--- Work instructions ---
Copy out all the records exactly.

--- Task data ---

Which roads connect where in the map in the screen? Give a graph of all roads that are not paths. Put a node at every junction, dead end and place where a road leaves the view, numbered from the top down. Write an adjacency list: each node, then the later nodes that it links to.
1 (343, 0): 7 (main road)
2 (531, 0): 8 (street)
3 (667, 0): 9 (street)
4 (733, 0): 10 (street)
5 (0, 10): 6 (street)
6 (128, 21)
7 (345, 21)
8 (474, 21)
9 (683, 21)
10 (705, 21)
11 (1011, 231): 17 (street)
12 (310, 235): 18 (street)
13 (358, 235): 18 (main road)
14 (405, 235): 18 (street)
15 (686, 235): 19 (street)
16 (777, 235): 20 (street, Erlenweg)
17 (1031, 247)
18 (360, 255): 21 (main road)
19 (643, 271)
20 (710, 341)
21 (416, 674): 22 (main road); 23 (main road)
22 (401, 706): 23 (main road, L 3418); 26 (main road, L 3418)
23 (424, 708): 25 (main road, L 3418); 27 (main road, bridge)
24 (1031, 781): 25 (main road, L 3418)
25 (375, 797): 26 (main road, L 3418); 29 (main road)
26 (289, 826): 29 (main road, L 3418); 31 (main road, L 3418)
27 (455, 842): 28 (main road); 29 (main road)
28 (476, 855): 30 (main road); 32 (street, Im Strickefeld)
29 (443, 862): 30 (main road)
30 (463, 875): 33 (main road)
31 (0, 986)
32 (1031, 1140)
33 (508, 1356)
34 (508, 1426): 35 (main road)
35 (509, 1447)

--- Response ---
Which roads connect where in the map in the screen? Give a graph of all roads that are not paths. Put a node at every junction, dead end and place where a road leaves the view, numbered from the top down. Write an adjacency list: each node, then the later nodes that it links to.
1 (343, 0): 7 (main road)
2 (531, 0): 8 (street)
3 (667, 0): 9 (street)
4 (733, 0): 10 (street)
5 (0, 10): 6 (street)
6 (128, 21)
7 (345, 21)
8 (474, 21)
9 (683, 21)
10 (705, 21)
11 (1011, 231): 17 (street)
12 (310, 235): 18 (street)
13 (358, 235): 18 (main road)
14 (405, 235): 18 (street)
15 (686, 235): 19 (street)
16 (777, 235): 20 (street, Erlenweg)
17 (1031, 247)
18 (360, 255): 21 (main road)
19 (643, 271)
20 (710, 341)
21 (416, 674): 22 (main road); 23 (main road)
22 (401, 706): 23 (main road, L 3418); 26 (main road, L 3418)
23 (424, 708): 25 (main road, L 3418); 27 (main road, bridge)
24 (1031, 781): 25 (main road, L 3418)
25 (375, 797): 26 (main road, L 3418); 29 (main road)
26 (289, 826): 29 (main road, L 3418); 31 (main road, L 3418)
27 (455, 842): 28 (main road); 29 (main road)
28 (476, 855): 30 (main road); 32 (street, Im Strickefeld)
29 (443, 862): 30 (main road)
30 (463, 875): 33 (main road)
31 (0, 986)
32 (1031, 1140)
33 (508, 1356)
34 (508, 1426): 35 (main road)
35 (509, 1447)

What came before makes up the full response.